Your task
Check every line below for the word "unsigned" and copy the ones that have it.

Exercise inputs
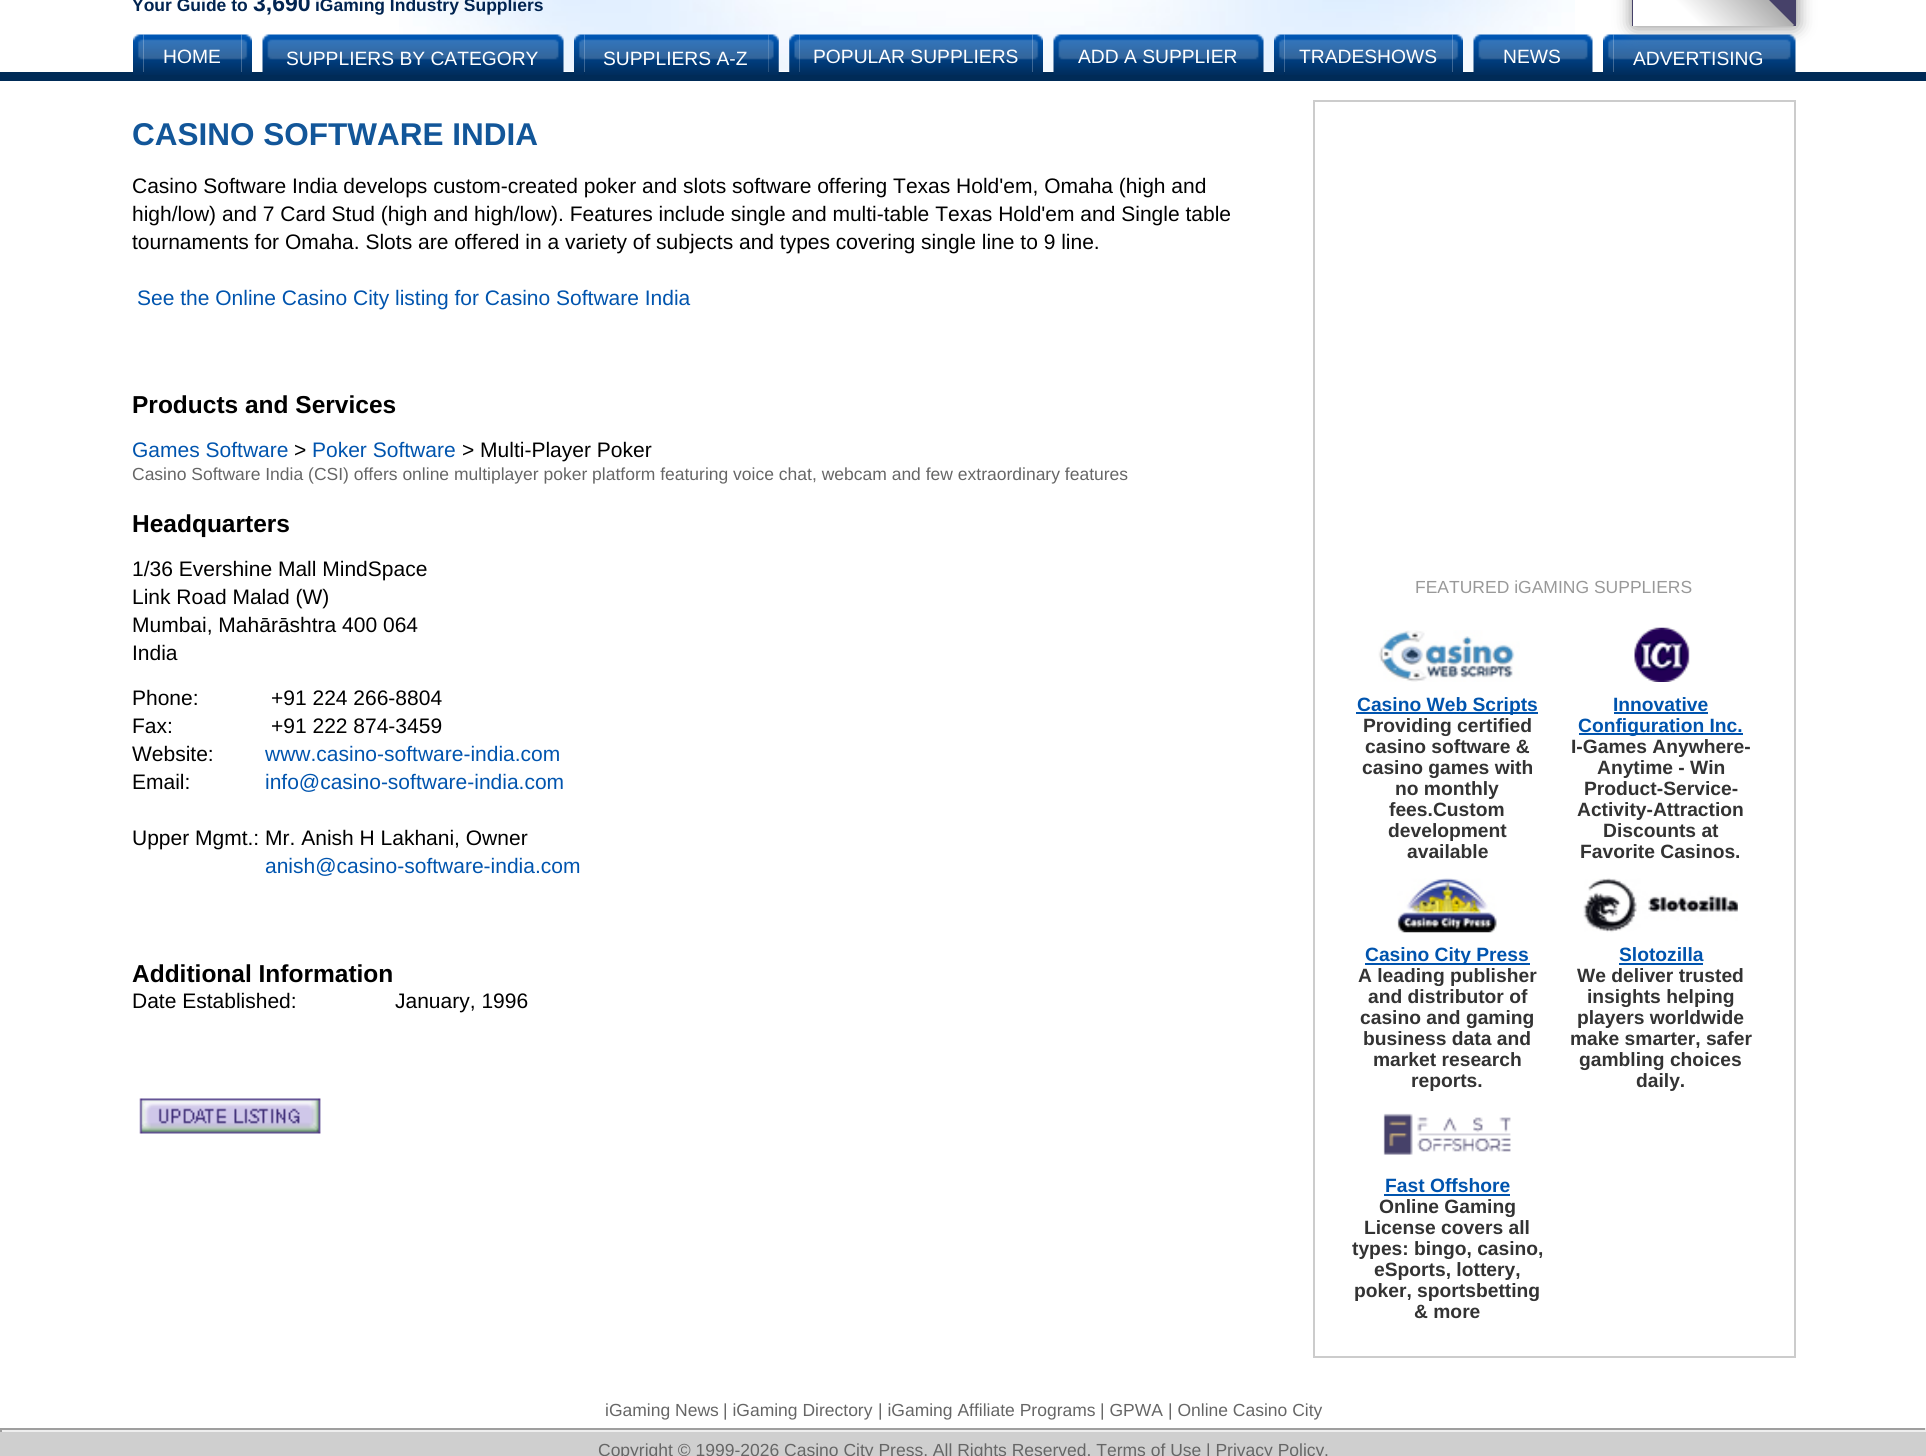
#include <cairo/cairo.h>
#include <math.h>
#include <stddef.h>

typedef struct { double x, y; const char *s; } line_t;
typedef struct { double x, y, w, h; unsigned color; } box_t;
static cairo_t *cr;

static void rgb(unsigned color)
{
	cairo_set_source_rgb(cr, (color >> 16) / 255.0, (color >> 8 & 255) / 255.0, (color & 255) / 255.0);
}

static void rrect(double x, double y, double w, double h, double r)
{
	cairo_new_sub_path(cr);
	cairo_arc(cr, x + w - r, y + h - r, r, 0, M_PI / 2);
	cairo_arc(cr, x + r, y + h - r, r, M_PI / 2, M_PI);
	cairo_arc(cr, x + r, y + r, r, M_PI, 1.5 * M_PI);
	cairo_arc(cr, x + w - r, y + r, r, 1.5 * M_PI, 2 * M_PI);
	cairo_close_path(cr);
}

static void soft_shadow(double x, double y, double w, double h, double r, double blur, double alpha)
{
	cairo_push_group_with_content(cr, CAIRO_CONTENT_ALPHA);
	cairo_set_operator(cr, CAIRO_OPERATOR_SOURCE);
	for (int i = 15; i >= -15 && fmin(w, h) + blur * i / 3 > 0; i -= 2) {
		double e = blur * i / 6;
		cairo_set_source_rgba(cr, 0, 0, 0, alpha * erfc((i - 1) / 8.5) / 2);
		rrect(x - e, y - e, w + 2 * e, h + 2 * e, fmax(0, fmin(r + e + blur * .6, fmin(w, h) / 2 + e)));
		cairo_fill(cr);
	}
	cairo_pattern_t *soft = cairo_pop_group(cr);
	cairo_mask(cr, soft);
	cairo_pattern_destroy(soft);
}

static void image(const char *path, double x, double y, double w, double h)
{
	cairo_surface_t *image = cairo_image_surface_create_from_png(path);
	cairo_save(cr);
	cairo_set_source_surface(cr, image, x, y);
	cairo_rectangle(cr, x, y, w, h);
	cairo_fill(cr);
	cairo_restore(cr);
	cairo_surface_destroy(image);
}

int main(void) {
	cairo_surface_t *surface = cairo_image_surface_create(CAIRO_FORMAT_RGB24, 1926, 1456);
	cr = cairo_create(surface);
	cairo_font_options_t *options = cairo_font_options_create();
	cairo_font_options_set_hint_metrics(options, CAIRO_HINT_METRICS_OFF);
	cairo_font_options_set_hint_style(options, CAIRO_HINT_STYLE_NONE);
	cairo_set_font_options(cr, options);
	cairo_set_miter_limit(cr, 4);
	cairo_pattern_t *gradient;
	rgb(0xffffff);
	cairo_paint(cr);
	image("img/1.png", 399, 0, 1176, 72);
	rgb(0x002b57);
	cairo_rectangle(cr, 0, 72, 1926, 9);
	cairo_fill(cr);
	image("img/23.png", 1603, 34, 11, 41);
	image("img/24.png", 1613, 34, 172, 41);
	image("img/25.png", 1785, 34, 11, 41);
	rgb(0x808080);
	soft_shadow(1633, -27, 163, 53, 0, 9, 1);
	rgb(0x464169);
	cairo_rectangle(cr, 1632, 0, 164, 26);
	cairo_fill(cr);
	cairo_save(cr);
	cairo_rectangle(cr, 1633, 0, 163, 26);
	cairo_clip(cr);
	gradient = cairo_pattern_create_linear(1713, -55, 1552, 106);
	cairo_pattern_add_color_stop_rgba(gradient, 0, 0.686, 0.686, 0.686, 1);
	cairo_pattern_add_color_stop_rgba(gradient, 0.29, 1, 1, 1, 1);
	cairo_set_source(cr, gradient);
	cairo_pattern_destroy(gradient);
	cairo_new_path(cr);
	cairo_move_to(cr, 1794, 25);
	cairo_line_to(cr, 1633, 187);
	cairo_line_to(cr, 1472, 25);
	cairo_line_to(cr, 1633, -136);
	cairo_close_path(cr);
	cairo_fill(cr);
	cairo_restore(cr);
	image("img/2.png", 133, 34, 11, 41);
	image("img/3.png", 143, 34, 99, 41);
	image("img/4.png", 241, 34, 11, 41);
	image("img/5.png", 262, 34, 11, 41);
	image("img/6.png", 273, 34, 280, 41);
	image("img/7.png", 553, 34, 11, 41);
	image("img/8.png", 574, 34, 11, 41);
	image("img/9.png", 584, 34, 185, 41);
	image("img/10.png", 768, 34, 11, 41);
	image("img/11.png", 789, 34, 11, 41);
	image("img/12.png", 799, 34, 234, 41);
	image("img/13.png", 1032, 34, 11, 41);
	image("img/14.png", 1053, 34, 11, 41);
	image("img/15.png", 1064, 34, 189, 41);
	image("img/16.png", 1253, 34, 11, 41);
	image("img/17.png", 1274, 34, 11, 41);
	image("img/18.png", 1284, 34, 169, 41);
	image("img/19.png", 1452, 34, 11, 41);
	image("img/20.png", 1473, 34, 11, 41);
	image("img/21.png", 1484, 34, 98, 41);
	image("img/22.png", 1582, 34, 11, 41);
	image("img/26.png", 139, 1098, 182, 36);
	cairo_rectangle(cr, 1314, 101, 481, 1256);
	rgb(0xcccccc);
	cairo_stroke(cr);
	image("img/27.png", 1378, 630, 142, 52);
	image("img/28.png", 1634, 627, 56, 55);
	{
		static const box_t items[] = {
			{1356, 712, 182, 2, 0x0054ae},
			{1614, 712, 94, 2, 0x0054ae},
			{1579, 733, 164, 2, 0x0054ae},
		};
		for (size_t i = 0; i < sizeof items / sizeof *items; i++) {
			rgb(items[i].color);
			cairo_rectangle(cr, items[i].x, items[i].y, items[i].w, items[i].h);
			cairo_fill(cr);
		}
	}
	image("img/29.png", 1397, 878, 100, 55);
	image("img/30.png", 1583, 878, 155, 55);
	cairo_rectangle(cr, 1365, 963, 165, 2);
	cairo_fill(cr);
	cairo_rectangle(cr, 1619, 963, 84, 2);
	cairo_fill(cr);
	image("img/31.png", 1383, 1113, 128, 42);
	{
		static const box_t items[] = {
			{1384, 1194, 126, 2, 0x0054ae},
			{0, 1428, 1926, 2, 0x9f9f9f},
			{1925, 1428, 1, 4, 0xeeeeee},
			{0, 1430, 1926, 2, 0xeeeeee},
			{0, 1428, 2, 4, 0x9f9f9f},
			{0, 1432, 1926, 24, 0xcfcfcf},
		};
		for (size_t i = 0; i < sizeof items / sizeof *items; i++) {
			rgb(items[i].color);
			cairo_rectangle(cr, items[i].x, items[i].y, items[i].w, items[i].h);
			cairo_fill(cr);
		}
	}
	cairo_select_font_face(cr, "Liberation Sans", CAIRO_FONT_SLANT_NORMAL, CAIRO_FONT_WEIGHT_BOLD);
	cairo_set_font_size(cr, 17.5);
	rgb(0x012451);
	cairo_move_to(cr, 132, 11);
	cairo_show_text(cr, "Your Guide to");
	cairo_set_font_size(cr, 23);
	cairo_move_to(cr, 253, 11);
	cairo_show_text(cr, "3,690");
	cairo_set_font_size(cr, 17.5);
	cairo_move_to(cr, 315, 11);
	cairo_show_text(cr, "iGaming Industry Suppliers");
	cairo_select_font_face(cr, "Liberation Sans", CAIRO_FONT_SLANT_NORMAL, CAIRO_FONT_WEIGHT_NORMAL);
	cairo_set_font_size(cr, 19.25);
	rgb(0xffffff);
	{
		static const line_t items[] = {
			{163, 63, "HOME"},
			{286, 65, "SUPPLIERS BY CATEGORY"},
			{603, 65, "SUPPLIERS A-Z"},
			{813, 63, "POPULAR SUPPLIERS"},
			{1078, 63, "ADD A SUPPLIER"},
			{1299, 63, "TRADESHOWS"},
			{1503, 63, "NEWS"},
			{1633, 65, "ADVERTISING"},
		};
		for (size_t i = 0; i < sizeof items / sizeof *items; i++) {
			cairo_move_to(cr, items[i].x, items[i].y);
			cairo_show_text(cr, items[i].s);
		}
	}
	cairo_select_font_face(cr, "Liberation Sans", CAIRO_FONT_SLANT_NORMAL, CAIRO_FONT_WEIGHT_BOLD);
	cairo_set_font_size(cr, 31.5);
	rgb(0x125699);
	cairo_move_to(cr, 132, 145);
	cairo_show_text(cr, "CASINO SOFTWARE INDIA");
	cairo_select_font_face(cr, "Liberation Sans", CAIRO_FONT_SLANT_NORMAL, CAIRO_FONT_WEIGHT_NORMAL);
	cairo_set_font_size(cr, 21);
	rgb(0x000000);
	{
		static const line_t items[] = {
			{132, 193, "Casino Software India develops custom-created poker and slots software offering Texas Hold'em, Omaha (high and"},
			{132, 221, "high/low) and 7 Card Stud (high and high/low). Features include single and multi-table Texas Hold'em and Single table"},
			{132, 249, "tournaments for Omaha. Slots are offered in a variety of subjects and types covering single line to 9 line."},
		};
		for (size_t i = 0; i < sizeof items / sizeof *items; i++) {
			cairo_move_to(cr, items[i].x, items[i].y);
			cairo_show_text(cr, items[i].s);
		}
	}
	rgb(0x0054ae);
	cairo_move_to(cr, 137, 305);
	cairo_show_text(cr, "See the Online Casino City listing for Casino Software India");
	cairo_select_font_face(cr, "Liberation Sans", CAIRO_FONT_SLANT_NORMAL, CAIRO_FONT_WEIGHT_BOLD);
	cairo_set_font_size(cr, 24.5);
	rgb(0x000000);
	cairo_move_to(cr, 132, 413);
	cairo_show_text(cr, "Products and Services");
	cairo_select_font_face(cr, "Liberation Sans", CAIRO_FONT_SLANT_NORMAL, CAIRO_FONT_WEIGHT_NORMAL);
	cairo_set_font_size(cr, 21);
	rgb(0x0054ae);
	cairo_move_to(cr, 132, 457);
	cairo_show_text(cr, "Games Software");
	rgb(0x000000);
	cairo_move_to(cr, 294, 457);
	cairo_show_text(cr, ">");
	rgb(0x0054ae);
	cairo_move_to(cr, 312, 457);
	cairo_show_text(cr, "Poker Software");
	rgb(0x000000);
	cairo_move_to(cr, 462, 457);
	cairo_show_text(cr, "> Multi-Player Poker");
	cairo_set_font_size(cr, 17.5);
	rgb(0x666666);
	cairo_move_to(cr, 132, 480);
	cairo_show_text(cr, "Casino Software India (CSI) offers online multiplayer poker platform featuring voice chat, webcam and few extraordinary features");
	cairo_select_font_face(cr, "Liberation Sans", CAIRO_FONT_SLANT_NORMAL, CAIRO_FONT_WEIGHT_BOLD);
	cairo_set_font_size(cr, 24.5);
	rgb(0x000000);
	cairo_move_to(cr, 132, 532);
	cairo_show_text(cr, "Headquarters");
	cairo_select_font_face(cr, "Liberation Sans", CAIRO_FONT_SLANT_NORMAL, CAIRO_FONT_WEIGHT_NORMAL);
	cairo_set_font_size(cr, 21);
	{
		static const line_t items[] = {
			{132, 576, "1/36 Evershine Mall MindSpace"},
			{132, 604, "Link Road Malad (W)"},
			{132, 632, "Mumbai, Mahārāshtra 400 064"},
			{132, 660, "India"},
			{132, 705, "Phone:"},
			{271, 705, "+91 224 266-8804"},
			{132, 733, "Fax:"},
			{271, 733, "+91 222 874-3459"},
			{132, 761, "Website:"},
		};
		for (size_t i = 0; i < sizeof items / sizeof *items; i++) {
			cairo_move_to(cr, items[i].x, items[i].y);
			cairo_show_text(cr, items[i].s);
		}
	}
	rgb(0x0054ae);
	cairo_move_to(cr, 265, 761);
	cairo_show_text(cr, "www.casino-software-india.com");
	rgb(0x000000);
	cairo_move_to(cr, 132, 789);
	cairo_show_text(cr, "Email:");
	rgb(0x0054ae);
	cairo_move_to(cr, 265, 789);
	cairo_show_text(cr, "info@casino-software-india.com");
	rgb(0x000000);
	cairo_move_to(cr, 132, 845);
	cairo_show_text(cr, "Upper Mgmt.: Mr. Anish H Lakhani, Owner");
	rgb(0x0054ae);
	cairo_move_to(cr, 265, 873);
	cairo_show_text(cr, "anish@casino-software-india.com");
	cairo_select_font_face(cr, "Liberation Sans", CAIRO_FONT_SLANT_NORMAL, CAIRO_FONT_WEIGHT_BOLD);
	cairo_set_font_size(cr, 24.5);
	rgb(0x000000);
	cairo_move_to(cr, 132, 982);
	cairo_show_text(cr, "Additional Information");
	cairo_select_font_face(cr, "Liberation Sans", CAIRO_FONT_SLANT_NORMAL, CAIRO_FONT_WEIGHT_NORMAL);
	cairo_set_font_size(cr, 21);
	cairo_move_to(cr, 132, 1008);
	cairo_show_text(cr, "Date Established:");
	cairo_move_to(cr, 395, 1008);
	cairo_show_text(cr, "January, 1996");
	cairo_set_font_size(cr, 17.5);
	rgb(0x999999);
	cairo_move_to(cr, 1415, 593);
	cairo_show_text(cr, "FEATURED iGAMING SUPPLIERS");
	cairo_select_font_face(cr, "Liberation Sans", CAIRO_FONT_SLANT_NORMAL, CAIRO_FONT_WEIGHT_BOLD);
	cairo_set_font_size(cr, 19.25);
	rgb(0x0054ae);
	cairo_move_to(cr, 1357, 711);
	cairo_show_text(cr, "Casino Web Scripts");
	rgb(0x333333);
	{
		static const line_t items[] = {
			{1363, 732, "Providing certified"},
			{1365, 753, "casino software &"},
			{1362, 774, "casino games with"},
			{1395, 795, "no monthly"},
			{1389, 816, "fees.Custom"},
			{1388, 837, "development"},
			{1407, 858, "available"},
		};
		for (size_t i = 0; i < sizeof items / sizeof *items; i++) {
			cairo_move_to(cr, items[i].x, items[i].y);
			cairo_show_text(cr, items[i].s);
		}
	}
	rgb(0x0054ae);
	cairo_move_to(cr, 1613, 711);
	cairo_show_text(cr, "Innovative");
	cairo_move_to(cr, 1578, 732);
	cairo_show_text(cr, "Configuration Inc.");
	rgb(0x333333);
	{
		static const line_t items[] = {
			{1571, 753, "I-Games Anywhere-"},
			{1597, 774, "Anytime - Win"},
			{1584, 795, "Product-Service-"},
			{1577, 816, "Activity-Attraction"},
			{1603, 837, "Discounts at"},
			{1580, 858, "Favorite Casinos."},
		};
		for (size_t i = 0; i < sizeof items / sizeof *items; i++) {
			cairo_move_to(cr, items[i].x, items[i].y);
			cairo_show_text(cr, items[i].s);
		}
	}
	rgb(0x0054ae);
	cairo_move_to(cr, 1365, 961);
	cairo_show_text(cr, "Casino City Press");
	rgb(0x333333);
	{
		static const line_t items[] = {
			{1358, 982, "A leading publisher"},
			{1368, 1003, "and distributor of"},
			{1360, 1024, "casino and gaming"},
			{1363, 1045, "business data and"},
			{1373, 1066, "market research"},
			{1411, 1087, "reports."},
		};
		for (size_t i = 0; i < sizeof items / sizeof *items; i++) {
			cairo_move_to(cr, items[i].x, items[i].y);
			cairo_show_text(cr, items[i].s);
		}
	}
	rgb(0x0054ae);
	cairo_move_to(cr, 1619, 961);
	cairo_show_text(cr, "Slotozilla");
	rgb(0x333333);
	{
		static const line_t items[] = {
			{1577, 982, "We deliver trusted"},
			{1587, 1003, "insights helping"},
			{1577, 1024, "players worldwide"},
			{1570, 1045, "make smarter, safer"},
			{1579, 1066, "gambling choices"},
			{1636, 1087, "daily."},
		};
		for (size_t i = 0; i < sizeof items / sizeof *items; i++) {
			cairo_move_to(cr, items[i].x, items[i].y);
			cairo_show_text(cr, items[i].s);
		}
	}
	rgb(0x0054ae);
	cairo_move_to(cr, 1385, 1192);
	cairo_show_text(cr, "Fast Offshore");
	rgb(0x333333);
	{
		static const line_t items[] = {
			{1379, 1213, "Online Gaming"},
			{1364, 1234, "License covers all"},
			{1352, 1255, "types: bingo, casino,"},
			{1374, 1276, "eSports, lottery,"},
			{1354, 1297, "poker, sportsbetting"},
			{1414, 1318, "& more"},
		};
		for (size_t i = 0; i < sizeof items / sizeof *items; i++) {
			cairo_move_to(cr, items[i].x, items[i].y);
			cairo_show_text(cr, items[i].s);
		}
	}
	cairo_select_font_face(cr, "Liberation Sans", CAIRO_FONT_SLANT_NORMAL, CAIRO_FONT_WEIGHT_NORMAL);
	cairo_set_font_size(cr, 17.5);
	rgb(0x666666);
	{
		static const line_t items[] = {
			{605, 1416, "iGaming News"},
			{723, 1416, "| iGaming Directory"},
			{878, 1416, "| iGaming Affiliate Programs"},
			{1100, 1416, "| GPWA"},
			{1168, 1416, "| Online Casino City"},
			{598, 1456, "Copyright © 1999-2026 Casino City Press. All Rights Reserved. Terms of Use"},
			{1206, 1456, "| Privacy Policy"},
			{1324, 1456, "."},
		};
		for (size_t i = 0; i < sizeof items / sizeof *items; i++) {
			cairo_move_to(cr, items[i].x, items[i].y);
			cairo_show_text(cr, items[i].s);
		}
	}
	cairo_surface_write_to_png(surface, "page.png");
	cairo_font_options_destroy(options);
	cairo_destroy(cr);
	cairo_surface_destroy(surface);
	return 0;
}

Answer to the exercise
typedef struct { double x, y, w, h; unsigned color; } box_t;
static void rgb(unsigned color)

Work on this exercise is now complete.